AIM OF THE TASK
Omit the images. Reproduce each line of the records exactly as it appears.

EXERCISE MATERIALS
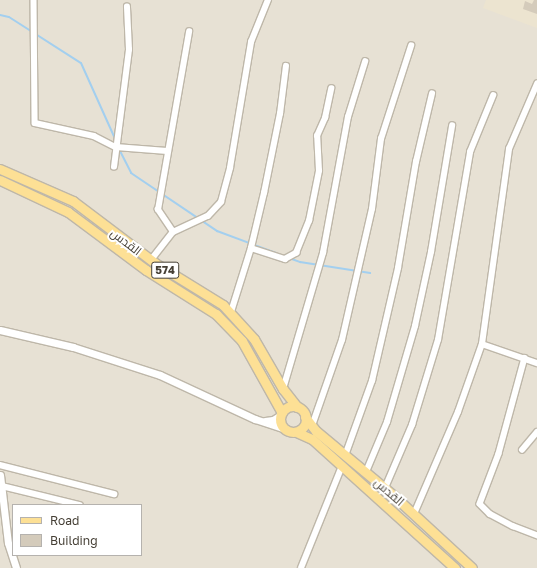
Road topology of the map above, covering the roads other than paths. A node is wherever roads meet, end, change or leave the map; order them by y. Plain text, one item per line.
1 (34, 0) edge
2 (268, 0) edge
3 (127, 7) dead end
4 (188, 32) dead end
5 (411, 46) dead end
6 (365, 62) dead end
7 (286, 66) dead end
8 (537, 84) edge
9 (331, 89) dead end
10 (432, 94) dead end
11 (493, 96) dead end
12 (452, 126) dead end
13 (116, 147) junction
14 (167, 151) junction
15 (114, 167) dead end
16 (0, 168) edge
17 (0, 180) edge
18 (173, 232) junction
19 (251, 248) junction
20 (150, 260) junction
21 (231, 312) junction
22 (0, 330) edge
23 (482, 344) junction
24 (525, 358) junction
25 (537, 363) edge
26 (283, 389) junction
27 (297, 408) junction
28 (281, 414) junction
29 (305, 417) junction
30 (260, 421) junction
31 (312, 427) junction
32 (285, 429) junction
33 (296, 432) junction
34 (537, 432) edge
35 (522, 450) dead end
36 (346, 456) junction
37 (0, 464) edge
38 (342, 466) junction
39 (366, 472) junction
40 (0, 475) edge
41 (2, 486) junction
42 (385, 488) junction
43 (114, 494) dead end
44 (76, 504) edge
45 (414, 514) junction
46 (537, 535) edge
47 (12, 556) edge
48 (12, 556) edge
49 (16, 568) edge
50 (301, 568) edge
51 (455, 568) edge
52 (472, 568) edge

1 - 13 street
2 - 18 street
3 - 13 street
4 - 14 street
5 - 31 street
6 - 26 street
7 - 19 street
8 - 23 street
9 - 19 street
10 - 36 street
11 - 42 street
12 - 39 street
13 - 14 street
13 - 15 street
14 - 18 street
16 - 20 main road, القدس / 574
17 - 28 main road, القدس / 574
18 - 20 street
19 - 21 street
20 - 21 main road, القدس / 574
21 - 26 main road, القدس / 574
22 - 30 street
23 - 24 street
23 - 45 street
24 - 25 street
24 - 46 street
26 - 27 main road, القدس / 574
27 - 28 main road
27 - 29 main road, 574
28 - 30 street
28 - 32 main road, 574
29 - 31 main road, القدس / 574
29 - 33 main road
30 - 32 street
31 - 36 main road, القدس / 574
32 - 33 main road
33 - 38 main road, القدس
34 - 35 street
36 - 39 main road, القدس / 574
37 - 43 street
38 - 50 street
38 - 51 main road, القدس
39 - 42 main road, القدس / 574
40 - 41 street
41 - 44 street
41 - 47 street
42 - 45 main road, القدس / 574
45 - 52 main road, القدس / 574
48 - 49 street

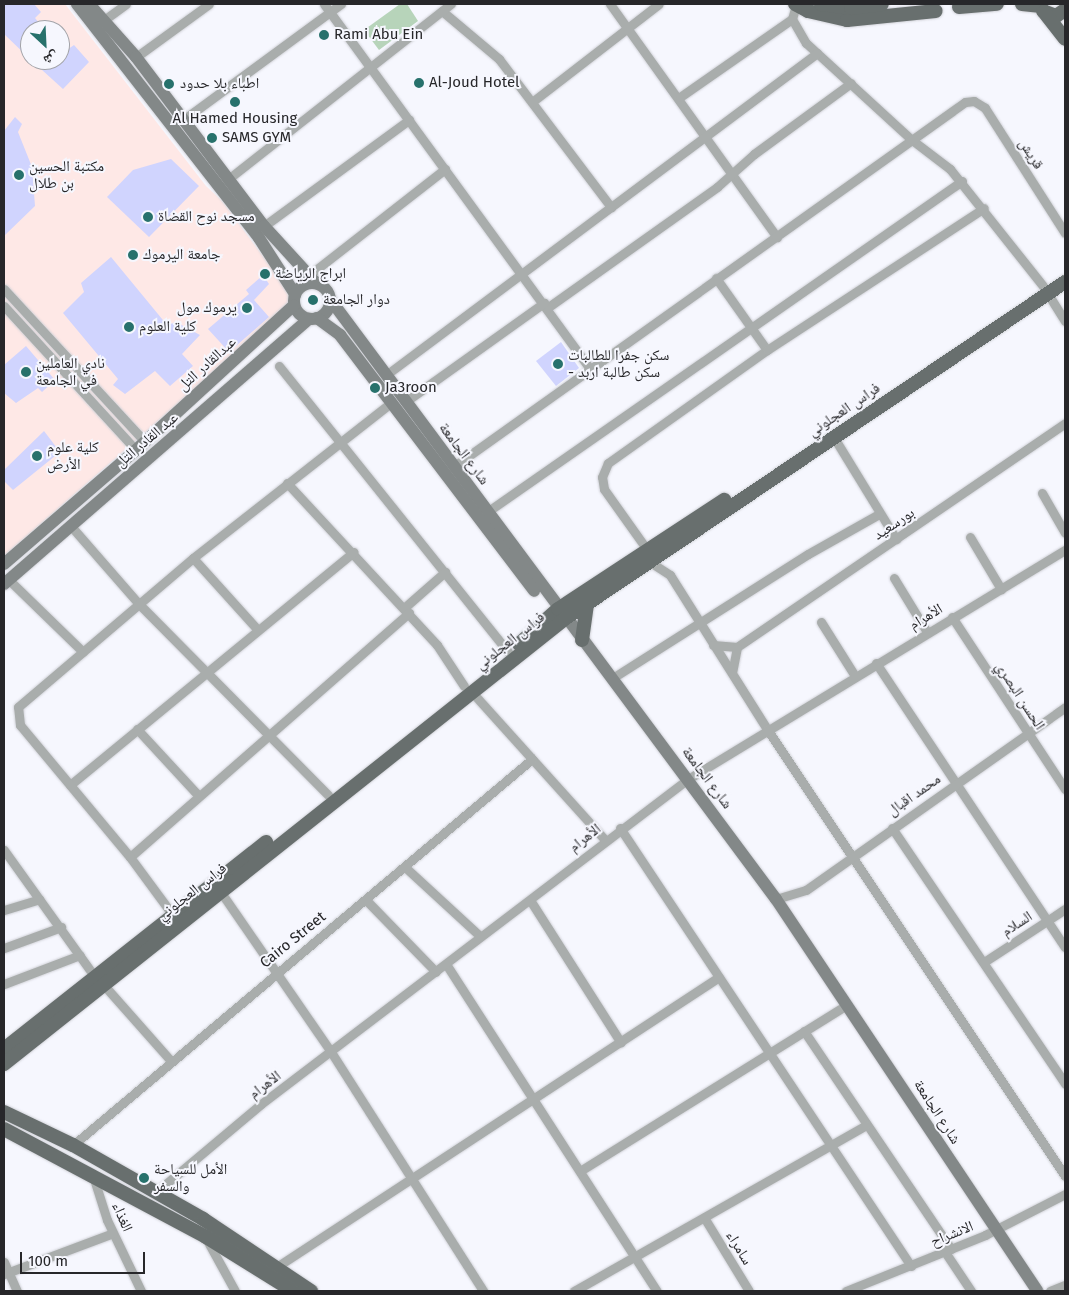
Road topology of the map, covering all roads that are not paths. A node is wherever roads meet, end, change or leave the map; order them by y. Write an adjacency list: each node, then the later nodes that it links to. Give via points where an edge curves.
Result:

ANSWER TO THE PROBLEM
Road topology of the map above, covering the roads other than paths. A node is wherever roads meet, end, change or leave the map; order them by y. Plain text, one item per line.
1 (34, 0) edge
2 (268, 0) edge
3 (127, 7) dead end
4 (188, 32) dead end
5 (411, 46) dead end
6 (365, 62) dead end
7 (286, 66) dead end
8 (537, 84) edge
9 (331, 89) dead end
10 (432, 94) dead end
11 (493, 96) dead end
12 (452, 126) dead end
13 (116, 147) junction
14 (167, 151) junction
15 (114, 167) dead end
16 (0, 168) edge
17 (0, 180) edge
18 (173, 232) junction
19 (251, 248) junction
20 (150, 260) junction
21 (231, 312) junction
22 (0, 330) edge
23 (482, 344) junction
24 (525, 358) junction
25 (537, 363) edge
26 (283, 389) junction
27 (297, 408) junction
28 (281, 414) junction
29 (305, 417) junction
30 (260, 421) junction
31 (312, 427) junction
32 (285, 429) junction
33 (296, 432) junction
34 (537, 432) edge
35 (522, 450) dead end
36 (346, 456) junction
37 (0, 464) edge
38 (342, 466) junction
39 (366, 472) junction
40 (0, 475) edge
41 (2, 486) junction
42 (385, 488) junction
43 (114, 494) dead end
44 (76, 504) edge
45 (414, 514) junction
46 (537, 535) edge
47 (12, 556) edge
48 (12, 556) edge
49 (16, 568) edge
50 (301, 568) edge
51 (455, 568) edge
52 (472, 568) edge

1 - 13 street
2 - 18 street
3 - 13 street
4 - 14 street
5 - 31 street
6 - 26 street
7 - 19 street
8 - 23 street
9 - 19 street
10 - 36 street
11 - 42 street
12 - 39 street
13 - 14 street
13 - 15 street
14 - 18 street
16 - 20 main road, القدس / 574
17 - 28 main road, القدس / 574
18 - 20 street
19 - 21 street
20 - 21 main road, القدس / 574
21 - 26 main road, القدس / 574
22 - 30 street
23 - 24 street
23 - 45 street
24 - 25 street
24 - 46 street
26 - 27 main road, القدس / 574
27 - 28 main road
27 - 29 main road, 574
28 - 30 street
28 - 32 main road, 574
29 - 31 main road, القدس / 574
29 - 33 main road
30 - 32 street
31 - 36 main road, القدس / 574
32 - 33 main road
33 - 38 main road, القدس
34 - 35 street
36 - 39 main road, القدس / 574
37 - 43 street
38 - 50 street
38 - 51 main road, القدس
39 - 42 main road, القدس / 574
40 - 41 street
41 - 44 street
41 - 47 street
42 - 45 main road, القدس / 574
45 - 52 main road, القدس / 574
48 - 49 street

Road topology of the map, covering all roads that are not paths. A node is wherever roads meet, end, change or leave the map; order them by y. Write an adjacency list: each node, then the later nodes that it links to. Give via points where an edge curves.
Result:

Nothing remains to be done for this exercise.